Summary
Avant la promulgation de l’Arrêté de 2013 concernant les frais à payer dans les tribunaux du travail et dans le tribunal d'appel en matière d'emploi (Arrêté sur les frais à payer) au Royaume-Uni, un requérant pouvait engager des procédures et des recours en appel en matière d’emploi sans payer aucun frais. Des frais ont été instaurés au titre de l’Arrêté sur les frais à payer, le montant variant en fonction de facteurs tels que la classification et la complexité de la requête. Les requêtes de type A (frais de 390 £) se réglaient généralement plus rapidement. Les requêtes de type B (1,200 £) concernaient notamment les cas de licenciement injustifié, d’égalité salariale et de discrimination. Elles demandaient généralement une gestion judiciaire plus poussée et la tenue d’audiences plus longues en raison de leur complexité juridique et factuelle. Les requêtes complexes entraînaient donc des frais plus élevés indépendamment du montant de la réparation demandée.
Le syndicat UNISON (le requérant), avec l’appui de la Commission sur l’égalité et les droits humains et du Syndicat des travailleurs et travailleuses autonomes de Grande-Bretagne en tant que parties intervenantes, a contesté la légalité de l’Arrêté sur les frais à payer devant la Cour suprême. Il a fait valoir que les frais portaient indûment atteinte au droit d’accès à la justice en vertu tant du common law que du droit européen, entravaient l’exercice de droits prescrits par la loi en matière d’emploi et étaient discriminatoires pour les femmes et autres groupes protégés.
Le gouvernement a fait valoir que les frais étaient légaux car il n’y avait aucune preuve concluante que quelqu’un avait été privé de l’accès aux tribunaux pour incapacité de paiement. Il considérait que les frais étaient abordables car les personnes démunies étaient admissibles à une annulation intégrale des frais et les autres ont les moyens de payer. Rejetant ces arguments, la Cour a confirmé qu’il ne fallait pas de « preuve concluante » pour déterminer la privation d’accès à la justice. La démonstration d’un risque réel est suffisante et la Cour a déduit de la baisse marquée et soutenue du nombre de requêtes qu’un nombre important de personnes qui auraient autrement déposé une requête considéraient les frais inabordables. L’annulation discrétionnaire des frais a été jugée insuffisante car les problèmes relevés étaient systémiques plutôt que limités à des cas exceptionnels. La Cour a de plus statué que ce ne sont pas seulement des frais inabordables qui entravent l’accès à la justice, mais aussi des circonstances où les frais rendraient futile ou irrationnel le dépôt d'une requête. Fait important, la Cour a conclu que les frais ne pouvaient pas être considérés comme abordables « [l]orsque les ménages aux revenus faibles à moyens ne peuvent assumer les frais qu’en sacrifiant des dépenses ordinaires et raisonnables nécessaires pour maintenir ce qui serait généralement considéré comme un niveau de vie acceptable. »

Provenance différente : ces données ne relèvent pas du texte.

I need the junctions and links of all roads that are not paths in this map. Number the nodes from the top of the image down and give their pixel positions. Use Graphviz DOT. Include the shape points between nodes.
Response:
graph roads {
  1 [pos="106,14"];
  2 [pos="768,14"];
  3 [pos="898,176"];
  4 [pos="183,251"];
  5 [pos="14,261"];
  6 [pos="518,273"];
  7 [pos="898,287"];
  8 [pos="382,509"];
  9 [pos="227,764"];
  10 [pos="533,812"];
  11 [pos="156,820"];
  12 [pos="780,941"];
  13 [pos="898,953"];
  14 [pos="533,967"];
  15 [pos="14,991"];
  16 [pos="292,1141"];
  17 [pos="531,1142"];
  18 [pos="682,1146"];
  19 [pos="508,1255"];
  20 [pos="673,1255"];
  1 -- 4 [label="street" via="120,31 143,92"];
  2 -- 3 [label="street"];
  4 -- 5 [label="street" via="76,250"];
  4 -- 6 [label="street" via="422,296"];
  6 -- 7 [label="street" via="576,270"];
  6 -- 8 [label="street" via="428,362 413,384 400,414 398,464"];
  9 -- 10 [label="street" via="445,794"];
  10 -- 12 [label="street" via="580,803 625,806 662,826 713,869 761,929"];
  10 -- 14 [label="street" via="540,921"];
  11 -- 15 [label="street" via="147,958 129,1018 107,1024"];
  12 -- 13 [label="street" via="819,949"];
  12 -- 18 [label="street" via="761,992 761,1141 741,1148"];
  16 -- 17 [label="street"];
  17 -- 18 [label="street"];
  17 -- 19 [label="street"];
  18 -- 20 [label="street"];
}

La Cour a déterminé que même une entrave à l’accès aux tribunaux qui ne soit pas insurmontable sera illégale à moins qu’elle ne puisse être justifiée comme étant raisonnablement nécessaire à la réalisation d’un objectif légitime. Trois arguments ont été avancés pour justifier l’imposition des frais. En premier lieu, que les frais permettraient de faire passer une partie de la charge financière des contribuables aux personnes utilisant le système. En deuxième lieu, pour décourager le dépôt de requêtes mal fondées ou malveillantes. En troisième lieu, pour encourager des règlements plus rapides. À partir des éléments dont elle disposait, la Cour a rejeté chacun des arguments.
Entre autres références légales, la Cour s’est appuyée au niveau national sur le droit constitutionnel au libre accès aux tribunaux et, au niveau régional, sur la norme de la protection judiciaire effective consacrée dans la Convention européenne des droits de l’homme et réaffirmée par la Charte des droits fondamentaux de l’Union européenne. Finalement, la Cour a conclu que l’Arrêté sur les frais à payer était illégal en vertu tant du droit interne que du droit européen du fait qu’il avait l’effet d’entraver l’accès à la justice et a ordonné son annulation.
La Cour a également conclu que l’Arrêté sur les frais à payer était indirectement discriminatoire au titre de la Section 19 de la Loi sur l'égalité de 2010 car les frais plus élevés pour certaines requêtes (c.-à-d. de type B) défavorisaient particulièrement les femmes et autres personnes ayant des caractéristiques protégées, qui déposent une plus grande partie de ces requêtes.